Re: Eager page freeze criteria clarification

From: Joe Conway <mail(at)joeconway(dot)com>
To: Melanie Plageman <melanieplageman(at)gmail(dot)com>, Andres Freund <andres(at)anarazel(dot)de>
Cc: Pg Hackers <pgsql-hackers(at)postgresql(dot)org>, Peter Geoghegan <pg(at)bowt(dot)ie>, Jeff Davis <pgsql(at)j-davis(dot)com>, Robert Haas <robertmhaas(at)gmail(dot)com>, David Rowley <dgrowleyml(at)gmail(dot)com>
Subject: Re: Eager page freeze criteria clarification
Date: 2023-12-09 14:24:01
Message-ID: 530b4ab3-8a18-4378-bc0c-c55449c7b19a@joeconway.com
Views: Raw Message | Whole Thread | Download mbox | Resend email
Thread:
Lists: pgsql-hackers

On 12/8/23 23:11, Melanie Plageman wrote:
> On Wed, Nov 8, 2023 at 9:23 PM Melanie Plageman
> <melanieplageman(at)gmail(dot)com> wrote:
>> The next step is to devise different heuristics and measure their
>> efficacy. IMO, the goal of the algorithm it is to freeze pages in a
>> relation such that we drive early unfreezes/freezes -> 0 and pages
>> frozen/number of pages of a certain age -> 1.
>
> Attached is a patchset with an adaptive freezing algorithm that works
> well. It keeps track of the pages' unmodified duration after having been
> set all-visible and uses that to predict how likely a page is to be
> modified given its age.
>
> Each time an all-visible page is modified by an update, delete, or tuple
> lock, if the page was all-visible for less than target_freeze_duration
> (a new guc that specifies the minimum amount of time you would like data
> to stay frozen), it is counted as an "early unset" and the duration that
> it was unmodified is added into an accumulator. Before each relation is
> vacuumed, we calculate the mean and standard deviation of these
> durations using the accumulator. This is used to calculate a page LSN
> threshold demarcating pages with a < 5% likelihood of being modified
> before target_freeze_duration. We don't freeze pages younger than this
> threshold.
>
> I've done away with the ring buffer of vacuums and the idea of
> attributing an "unset" to the vacuum that set it all visible.
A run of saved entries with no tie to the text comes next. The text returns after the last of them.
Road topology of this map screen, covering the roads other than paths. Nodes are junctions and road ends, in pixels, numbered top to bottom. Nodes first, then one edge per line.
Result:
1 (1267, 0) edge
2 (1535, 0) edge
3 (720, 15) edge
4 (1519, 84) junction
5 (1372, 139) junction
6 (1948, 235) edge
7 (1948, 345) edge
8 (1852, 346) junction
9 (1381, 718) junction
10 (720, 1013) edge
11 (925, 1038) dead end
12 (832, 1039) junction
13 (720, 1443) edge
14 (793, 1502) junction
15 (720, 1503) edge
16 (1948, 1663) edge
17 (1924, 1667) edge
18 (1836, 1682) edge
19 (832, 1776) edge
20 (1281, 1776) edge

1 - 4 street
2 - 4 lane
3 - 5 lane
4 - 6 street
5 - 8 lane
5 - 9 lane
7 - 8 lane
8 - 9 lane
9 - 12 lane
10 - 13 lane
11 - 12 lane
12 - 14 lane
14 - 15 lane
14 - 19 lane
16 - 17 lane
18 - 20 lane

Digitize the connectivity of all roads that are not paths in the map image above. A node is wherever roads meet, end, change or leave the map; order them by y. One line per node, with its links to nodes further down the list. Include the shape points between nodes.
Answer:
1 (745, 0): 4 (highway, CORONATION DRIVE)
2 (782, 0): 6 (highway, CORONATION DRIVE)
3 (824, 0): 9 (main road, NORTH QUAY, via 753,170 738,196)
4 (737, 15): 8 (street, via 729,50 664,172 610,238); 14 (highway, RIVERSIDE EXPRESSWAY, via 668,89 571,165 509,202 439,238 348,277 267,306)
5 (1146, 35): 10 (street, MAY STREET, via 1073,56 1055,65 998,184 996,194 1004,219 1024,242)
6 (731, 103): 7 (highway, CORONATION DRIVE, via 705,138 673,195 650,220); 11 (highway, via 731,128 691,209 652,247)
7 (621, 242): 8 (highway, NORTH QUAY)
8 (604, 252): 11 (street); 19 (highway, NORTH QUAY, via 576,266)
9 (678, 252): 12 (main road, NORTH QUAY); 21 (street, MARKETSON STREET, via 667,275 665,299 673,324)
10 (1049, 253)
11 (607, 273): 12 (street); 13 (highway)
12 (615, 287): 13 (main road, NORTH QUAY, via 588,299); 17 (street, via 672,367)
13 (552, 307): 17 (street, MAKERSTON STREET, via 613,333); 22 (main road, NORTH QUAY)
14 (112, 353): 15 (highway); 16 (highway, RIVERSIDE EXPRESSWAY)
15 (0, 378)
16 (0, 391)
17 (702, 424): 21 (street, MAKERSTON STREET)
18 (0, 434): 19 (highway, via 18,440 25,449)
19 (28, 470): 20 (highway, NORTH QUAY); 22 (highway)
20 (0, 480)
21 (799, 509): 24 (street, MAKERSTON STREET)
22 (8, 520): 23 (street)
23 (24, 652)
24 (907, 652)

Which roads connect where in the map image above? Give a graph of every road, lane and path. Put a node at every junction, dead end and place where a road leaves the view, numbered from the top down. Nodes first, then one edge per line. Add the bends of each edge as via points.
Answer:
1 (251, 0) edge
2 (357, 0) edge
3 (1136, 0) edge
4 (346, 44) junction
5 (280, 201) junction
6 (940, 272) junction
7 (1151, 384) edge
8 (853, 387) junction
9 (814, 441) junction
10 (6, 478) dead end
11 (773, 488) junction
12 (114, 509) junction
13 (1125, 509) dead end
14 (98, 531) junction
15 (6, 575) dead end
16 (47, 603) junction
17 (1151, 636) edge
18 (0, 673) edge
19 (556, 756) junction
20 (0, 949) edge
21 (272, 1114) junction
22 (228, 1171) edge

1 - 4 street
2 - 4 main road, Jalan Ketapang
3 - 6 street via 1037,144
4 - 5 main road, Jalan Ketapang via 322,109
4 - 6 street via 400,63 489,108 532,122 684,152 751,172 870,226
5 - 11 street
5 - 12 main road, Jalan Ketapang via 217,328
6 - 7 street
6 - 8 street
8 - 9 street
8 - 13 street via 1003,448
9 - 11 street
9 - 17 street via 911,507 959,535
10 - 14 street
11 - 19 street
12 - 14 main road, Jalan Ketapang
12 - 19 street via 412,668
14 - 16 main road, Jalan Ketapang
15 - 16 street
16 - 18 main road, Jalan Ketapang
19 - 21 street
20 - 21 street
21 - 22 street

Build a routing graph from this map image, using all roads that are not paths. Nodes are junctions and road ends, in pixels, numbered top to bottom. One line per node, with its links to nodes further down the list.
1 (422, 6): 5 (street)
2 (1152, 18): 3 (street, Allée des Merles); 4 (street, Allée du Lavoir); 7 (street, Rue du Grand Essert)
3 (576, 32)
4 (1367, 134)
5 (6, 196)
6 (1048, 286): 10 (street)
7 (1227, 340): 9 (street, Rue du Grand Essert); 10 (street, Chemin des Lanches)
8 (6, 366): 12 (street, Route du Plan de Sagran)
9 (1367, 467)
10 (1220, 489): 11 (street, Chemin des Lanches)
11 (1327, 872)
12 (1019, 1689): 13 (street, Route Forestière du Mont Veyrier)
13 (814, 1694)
Instead,
> using an "accumulator", I keep a running sum of the page ages, along
> with the cardinality of the accumulated set and the sum squared of page
> ages. This data structure allows us to extract the mean and standard
> deviation, at any time, from an arbitrary number of values in constant
> space; and is used to model the pattern of these unsets as a normal
> distribution that we can use to try and predict whether or not a page
> will be modified.
>
> Values can be "removed" from the accumulator by simply decrementing its
> cardinality and decreasing the sum and sum squared by a value that will
> not change the mean and standard deviation of the overall distribution.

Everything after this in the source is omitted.